Problem
Scan the data for "nodes" and copy each matching line.

Data for the task
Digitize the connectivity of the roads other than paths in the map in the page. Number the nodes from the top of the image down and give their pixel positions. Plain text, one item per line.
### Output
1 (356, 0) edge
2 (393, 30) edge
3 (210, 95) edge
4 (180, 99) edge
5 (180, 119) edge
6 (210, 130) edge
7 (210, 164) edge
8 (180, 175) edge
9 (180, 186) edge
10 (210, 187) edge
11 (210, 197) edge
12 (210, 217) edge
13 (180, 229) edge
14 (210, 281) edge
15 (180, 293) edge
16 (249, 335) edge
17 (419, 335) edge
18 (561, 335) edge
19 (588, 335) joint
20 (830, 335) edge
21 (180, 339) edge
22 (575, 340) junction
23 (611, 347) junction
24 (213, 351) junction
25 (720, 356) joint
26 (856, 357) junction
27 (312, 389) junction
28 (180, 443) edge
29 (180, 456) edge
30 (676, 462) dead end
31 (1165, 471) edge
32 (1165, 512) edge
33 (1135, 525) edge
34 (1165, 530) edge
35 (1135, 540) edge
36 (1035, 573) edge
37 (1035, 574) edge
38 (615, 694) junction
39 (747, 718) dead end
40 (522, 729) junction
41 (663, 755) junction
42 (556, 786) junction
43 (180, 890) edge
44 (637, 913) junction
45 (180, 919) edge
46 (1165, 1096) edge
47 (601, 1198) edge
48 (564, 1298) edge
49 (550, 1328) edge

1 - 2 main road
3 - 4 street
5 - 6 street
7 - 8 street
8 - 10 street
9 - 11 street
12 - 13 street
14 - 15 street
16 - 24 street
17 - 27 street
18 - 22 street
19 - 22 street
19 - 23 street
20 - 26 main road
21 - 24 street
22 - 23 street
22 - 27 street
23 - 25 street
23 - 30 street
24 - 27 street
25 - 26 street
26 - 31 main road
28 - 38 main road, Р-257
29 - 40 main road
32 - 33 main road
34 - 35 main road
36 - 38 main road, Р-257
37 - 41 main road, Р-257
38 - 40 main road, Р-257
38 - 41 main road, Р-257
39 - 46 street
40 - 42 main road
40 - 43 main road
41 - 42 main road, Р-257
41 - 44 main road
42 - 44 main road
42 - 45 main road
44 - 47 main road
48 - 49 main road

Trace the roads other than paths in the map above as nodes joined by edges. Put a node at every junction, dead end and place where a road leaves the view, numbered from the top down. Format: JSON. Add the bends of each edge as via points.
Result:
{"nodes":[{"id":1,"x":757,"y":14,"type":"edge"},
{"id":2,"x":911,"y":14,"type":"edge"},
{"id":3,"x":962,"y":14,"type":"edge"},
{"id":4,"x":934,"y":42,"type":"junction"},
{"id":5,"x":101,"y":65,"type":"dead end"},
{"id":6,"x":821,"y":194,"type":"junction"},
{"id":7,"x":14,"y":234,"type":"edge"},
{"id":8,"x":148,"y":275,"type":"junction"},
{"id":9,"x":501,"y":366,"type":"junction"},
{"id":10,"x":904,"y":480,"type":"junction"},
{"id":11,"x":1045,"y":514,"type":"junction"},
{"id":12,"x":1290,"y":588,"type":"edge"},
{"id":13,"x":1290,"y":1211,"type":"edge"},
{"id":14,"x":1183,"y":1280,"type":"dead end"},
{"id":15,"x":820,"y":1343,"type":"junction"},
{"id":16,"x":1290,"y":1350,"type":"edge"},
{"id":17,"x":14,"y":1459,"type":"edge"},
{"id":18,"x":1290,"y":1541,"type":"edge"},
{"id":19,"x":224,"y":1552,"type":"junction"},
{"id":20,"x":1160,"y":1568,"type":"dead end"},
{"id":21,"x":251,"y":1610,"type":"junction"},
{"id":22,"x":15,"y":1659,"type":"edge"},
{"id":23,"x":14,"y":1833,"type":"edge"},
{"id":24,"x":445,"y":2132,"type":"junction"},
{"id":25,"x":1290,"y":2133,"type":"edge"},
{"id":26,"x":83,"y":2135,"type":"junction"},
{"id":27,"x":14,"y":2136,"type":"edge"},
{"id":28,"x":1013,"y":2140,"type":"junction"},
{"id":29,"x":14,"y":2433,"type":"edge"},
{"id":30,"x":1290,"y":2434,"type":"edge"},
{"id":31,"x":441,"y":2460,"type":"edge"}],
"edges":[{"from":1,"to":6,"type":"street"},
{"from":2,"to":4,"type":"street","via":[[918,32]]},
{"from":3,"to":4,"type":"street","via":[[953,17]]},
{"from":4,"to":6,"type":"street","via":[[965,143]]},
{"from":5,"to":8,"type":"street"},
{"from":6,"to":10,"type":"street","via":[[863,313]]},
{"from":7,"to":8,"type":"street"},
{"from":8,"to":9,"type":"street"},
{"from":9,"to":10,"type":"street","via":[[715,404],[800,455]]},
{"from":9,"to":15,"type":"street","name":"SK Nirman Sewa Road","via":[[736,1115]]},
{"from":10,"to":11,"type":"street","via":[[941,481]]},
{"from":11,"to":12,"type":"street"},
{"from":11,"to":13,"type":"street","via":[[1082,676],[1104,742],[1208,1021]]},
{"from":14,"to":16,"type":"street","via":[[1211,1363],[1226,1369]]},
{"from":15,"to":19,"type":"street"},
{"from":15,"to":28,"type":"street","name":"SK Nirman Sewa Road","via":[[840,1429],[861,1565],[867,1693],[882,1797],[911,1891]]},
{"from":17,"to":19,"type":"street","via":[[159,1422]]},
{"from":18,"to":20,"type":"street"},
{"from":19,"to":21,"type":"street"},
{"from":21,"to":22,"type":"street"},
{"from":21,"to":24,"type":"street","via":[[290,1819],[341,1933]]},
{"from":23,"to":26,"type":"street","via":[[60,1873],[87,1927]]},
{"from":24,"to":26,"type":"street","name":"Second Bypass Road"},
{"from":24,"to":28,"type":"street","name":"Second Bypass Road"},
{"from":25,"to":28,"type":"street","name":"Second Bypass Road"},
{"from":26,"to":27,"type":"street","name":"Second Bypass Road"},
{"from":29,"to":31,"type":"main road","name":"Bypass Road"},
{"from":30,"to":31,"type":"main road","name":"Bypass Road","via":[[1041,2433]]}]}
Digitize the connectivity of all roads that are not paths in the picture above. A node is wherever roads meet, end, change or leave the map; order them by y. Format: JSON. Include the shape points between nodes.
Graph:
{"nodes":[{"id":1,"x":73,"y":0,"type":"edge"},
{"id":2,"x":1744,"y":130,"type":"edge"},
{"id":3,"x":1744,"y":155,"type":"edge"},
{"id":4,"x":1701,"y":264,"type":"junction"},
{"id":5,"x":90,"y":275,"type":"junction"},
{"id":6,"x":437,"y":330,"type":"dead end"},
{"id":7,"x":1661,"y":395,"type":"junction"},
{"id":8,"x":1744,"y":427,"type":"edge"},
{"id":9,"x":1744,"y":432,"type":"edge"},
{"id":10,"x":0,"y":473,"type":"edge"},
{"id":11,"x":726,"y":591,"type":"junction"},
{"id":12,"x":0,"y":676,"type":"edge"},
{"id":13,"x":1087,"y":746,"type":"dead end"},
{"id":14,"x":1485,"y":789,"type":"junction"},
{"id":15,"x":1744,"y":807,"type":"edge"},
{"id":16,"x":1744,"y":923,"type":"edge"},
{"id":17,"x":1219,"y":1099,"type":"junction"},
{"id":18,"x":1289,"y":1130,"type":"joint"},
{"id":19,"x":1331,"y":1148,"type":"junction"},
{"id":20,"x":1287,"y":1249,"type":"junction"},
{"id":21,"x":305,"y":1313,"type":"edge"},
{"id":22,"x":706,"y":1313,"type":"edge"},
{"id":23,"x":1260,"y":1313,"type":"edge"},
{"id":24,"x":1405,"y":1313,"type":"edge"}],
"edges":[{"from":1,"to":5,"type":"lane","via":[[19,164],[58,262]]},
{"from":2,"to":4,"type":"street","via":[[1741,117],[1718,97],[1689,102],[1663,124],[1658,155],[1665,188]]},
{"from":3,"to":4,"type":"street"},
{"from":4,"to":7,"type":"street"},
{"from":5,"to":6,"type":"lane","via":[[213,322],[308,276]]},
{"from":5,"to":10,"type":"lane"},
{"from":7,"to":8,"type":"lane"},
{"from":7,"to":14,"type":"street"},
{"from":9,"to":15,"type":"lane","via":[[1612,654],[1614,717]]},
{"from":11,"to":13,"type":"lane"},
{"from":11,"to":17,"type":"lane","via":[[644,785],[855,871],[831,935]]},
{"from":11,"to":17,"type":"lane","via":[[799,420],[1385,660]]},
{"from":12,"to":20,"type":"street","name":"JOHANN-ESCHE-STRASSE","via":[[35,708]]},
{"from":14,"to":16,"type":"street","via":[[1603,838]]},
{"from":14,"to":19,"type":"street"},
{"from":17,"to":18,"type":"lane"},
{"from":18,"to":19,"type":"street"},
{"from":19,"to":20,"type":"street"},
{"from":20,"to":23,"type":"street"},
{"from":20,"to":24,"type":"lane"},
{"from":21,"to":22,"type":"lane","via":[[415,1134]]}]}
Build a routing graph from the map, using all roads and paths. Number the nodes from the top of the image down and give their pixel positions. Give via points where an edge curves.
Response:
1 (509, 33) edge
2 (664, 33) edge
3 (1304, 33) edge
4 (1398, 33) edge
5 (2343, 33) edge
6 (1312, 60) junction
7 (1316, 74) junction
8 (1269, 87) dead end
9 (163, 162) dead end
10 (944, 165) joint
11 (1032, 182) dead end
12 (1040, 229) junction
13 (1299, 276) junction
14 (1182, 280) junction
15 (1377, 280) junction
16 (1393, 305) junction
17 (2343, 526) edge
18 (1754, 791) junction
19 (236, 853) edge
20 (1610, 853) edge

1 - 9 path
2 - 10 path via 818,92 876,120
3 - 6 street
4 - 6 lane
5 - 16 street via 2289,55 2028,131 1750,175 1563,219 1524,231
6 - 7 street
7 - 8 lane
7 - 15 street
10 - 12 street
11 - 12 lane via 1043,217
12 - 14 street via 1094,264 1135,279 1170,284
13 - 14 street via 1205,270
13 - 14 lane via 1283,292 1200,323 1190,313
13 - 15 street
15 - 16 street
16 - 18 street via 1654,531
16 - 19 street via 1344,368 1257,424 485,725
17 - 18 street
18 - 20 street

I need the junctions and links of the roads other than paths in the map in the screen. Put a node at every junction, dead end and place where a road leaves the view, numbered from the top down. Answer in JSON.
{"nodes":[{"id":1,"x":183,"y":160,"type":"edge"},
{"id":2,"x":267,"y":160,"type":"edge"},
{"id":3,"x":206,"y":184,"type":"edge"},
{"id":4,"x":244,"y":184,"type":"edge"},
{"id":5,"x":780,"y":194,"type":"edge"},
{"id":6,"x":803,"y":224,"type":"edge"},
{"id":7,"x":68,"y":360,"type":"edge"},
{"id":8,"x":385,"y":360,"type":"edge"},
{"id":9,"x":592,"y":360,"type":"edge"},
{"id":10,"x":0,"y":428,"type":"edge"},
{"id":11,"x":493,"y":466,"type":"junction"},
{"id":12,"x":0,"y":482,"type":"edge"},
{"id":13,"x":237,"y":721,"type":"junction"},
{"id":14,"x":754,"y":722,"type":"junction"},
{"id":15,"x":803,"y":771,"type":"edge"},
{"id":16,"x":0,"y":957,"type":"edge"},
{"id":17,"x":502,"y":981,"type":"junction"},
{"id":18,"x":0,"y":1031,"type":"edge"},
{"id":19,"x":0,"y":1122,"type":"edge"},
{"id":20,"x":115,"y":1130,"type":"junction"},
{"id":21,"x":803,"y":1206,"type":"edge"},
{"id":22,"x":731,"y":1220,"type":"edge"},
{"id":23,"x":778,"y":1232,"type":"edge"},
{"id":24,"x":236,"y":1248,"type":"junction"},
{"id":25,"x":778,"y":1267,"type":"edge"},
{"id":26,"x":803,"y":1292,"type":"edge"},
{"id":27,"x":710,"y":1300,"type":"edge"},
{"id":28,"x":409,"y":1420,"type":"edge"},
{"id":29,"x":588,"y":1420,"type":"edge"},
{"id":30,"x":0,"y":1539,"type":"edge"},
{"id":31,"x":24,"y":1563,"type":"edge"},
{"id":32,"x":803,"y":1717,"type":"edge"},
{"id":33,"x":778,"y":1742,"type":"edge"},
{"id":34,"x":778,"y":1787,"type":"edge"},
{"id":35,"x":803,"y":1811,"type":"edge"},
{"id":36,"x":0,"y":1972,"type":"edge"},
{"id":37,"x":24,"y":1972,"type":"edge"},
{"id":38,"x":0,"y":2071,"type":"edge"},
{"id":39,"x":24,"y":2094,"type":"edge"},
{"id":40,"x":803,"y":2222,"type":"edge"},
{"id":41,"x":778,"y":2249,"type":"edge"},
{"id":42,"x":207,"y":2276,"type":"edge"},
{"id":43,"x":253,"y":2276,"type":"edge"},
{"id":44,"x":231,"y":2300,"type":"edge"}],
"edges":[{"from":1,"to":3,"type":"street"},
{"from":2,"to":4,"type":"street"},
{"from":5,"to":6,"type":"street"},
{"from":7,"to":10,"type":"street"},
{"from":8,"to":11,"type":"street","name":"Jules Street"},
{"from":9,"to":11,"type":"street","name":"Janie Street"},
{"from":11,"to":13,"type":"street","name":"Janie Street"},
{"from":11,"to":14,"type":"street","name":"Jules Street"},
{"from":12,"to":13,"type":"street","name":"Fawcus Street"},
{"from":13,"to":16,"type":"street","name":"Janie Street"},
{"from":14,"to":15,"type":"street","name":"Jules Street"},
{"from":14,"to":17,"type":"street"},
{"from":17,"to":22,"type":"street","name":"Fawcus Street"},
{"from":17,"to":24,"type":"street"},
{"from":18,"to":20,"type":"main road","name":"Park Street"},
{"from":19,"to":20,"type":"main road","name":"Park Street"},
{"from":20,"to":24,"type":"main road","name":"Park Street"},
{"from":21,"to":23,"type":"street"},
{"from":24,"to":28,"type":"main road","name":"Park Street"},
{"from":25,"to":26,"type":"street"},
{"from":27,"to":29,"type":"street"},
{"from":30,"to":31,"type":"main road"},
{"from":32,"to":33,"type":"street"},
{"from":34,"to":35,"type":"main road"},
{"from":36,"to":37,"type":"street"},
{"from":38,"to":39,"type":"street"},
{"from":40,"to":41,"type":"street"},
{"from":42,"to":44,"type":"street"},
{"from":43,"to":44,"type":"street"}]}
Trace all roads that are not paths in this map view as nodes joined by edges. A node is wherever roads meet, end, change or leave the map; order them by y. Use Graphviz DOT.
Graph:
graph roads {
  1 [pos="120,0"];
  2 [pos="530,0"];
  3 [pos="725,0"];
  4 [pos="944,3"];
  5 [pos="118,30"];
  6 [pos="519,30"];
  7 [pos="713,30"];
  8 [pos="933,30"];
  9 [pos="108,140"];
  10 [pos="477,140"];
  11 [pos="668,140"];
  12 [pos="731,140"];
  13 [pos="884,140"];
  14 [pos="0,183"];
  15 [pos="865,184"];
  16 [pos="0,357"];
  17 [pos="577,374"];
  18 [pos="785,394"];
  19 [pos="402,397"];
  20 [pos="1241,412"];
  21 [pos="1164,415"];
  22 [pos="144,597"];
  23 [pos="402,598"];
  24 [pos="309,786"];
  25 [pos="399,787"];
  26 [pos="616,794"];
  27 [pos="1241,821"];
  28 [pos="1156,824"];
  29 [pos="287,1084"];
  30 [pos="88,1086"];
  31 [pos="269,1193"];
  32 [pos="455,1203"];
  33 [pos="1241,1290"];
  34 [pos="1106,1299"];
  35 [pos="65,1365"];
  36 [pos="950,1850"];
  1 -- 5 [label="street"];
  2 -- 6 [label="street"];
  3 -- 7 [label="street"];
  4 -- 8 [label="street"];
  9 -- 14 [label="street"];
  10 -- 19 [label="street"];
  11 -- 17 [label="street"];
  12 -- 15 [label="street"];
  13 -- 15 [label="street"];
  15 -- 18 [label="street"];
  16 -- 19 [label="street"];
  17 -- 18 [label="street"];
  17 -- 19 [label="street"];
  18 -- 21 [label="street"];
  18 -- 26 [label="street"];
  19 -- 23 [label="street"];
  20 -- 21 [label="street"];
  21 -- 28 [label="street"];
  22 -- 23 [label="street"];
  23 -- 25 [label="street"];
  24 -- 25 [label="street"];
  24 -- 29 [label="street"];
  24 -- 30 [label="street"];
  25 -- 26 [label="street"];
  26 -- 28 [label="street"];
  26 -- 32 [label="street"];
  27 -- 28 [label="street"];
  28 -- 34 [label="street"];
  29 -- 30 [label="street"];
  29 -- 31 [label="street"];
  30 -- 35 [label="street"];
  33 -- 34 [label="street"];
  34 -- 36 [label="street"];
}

The completed task
Digitize the connectivity of the roads other than paths in the map in the page. Number the nodes from the top of the image down and give their pixel positions. Plain text, one item per line.
Trace the roads other than paths in the map above as nodes joined by edges. Put a node at every junction, dead end and place where a road leaves the view, numbered from the top down. Format: JSON. Add the bends of each edge as via points.
{"nodes":[{"id":1,"x":757,"y":14,"type":"edge"},
Digitize the connectivity of all roads that are not paths in the picture above. A node is wherever roads meet, end, change or leave the map; order them by y. Format: JSON. Include the shape points between nodes.
{"nodes":[{"id":1,"x":73,"y":0,"type":"edge"},
Build a routing graph from the map, using all roads and paths. Number the nodes from the top of the image down and give their pixel positions. Give via points where an edge curves.
{"nodes":[{"id":1,"x":183,"y":160,"type":"edge"},
Trace all roads that are not paths in this map view as nodes joined by edges. A node is wherever roads meet, end, change or leave the map; order them by y. Use Graphviz DOT.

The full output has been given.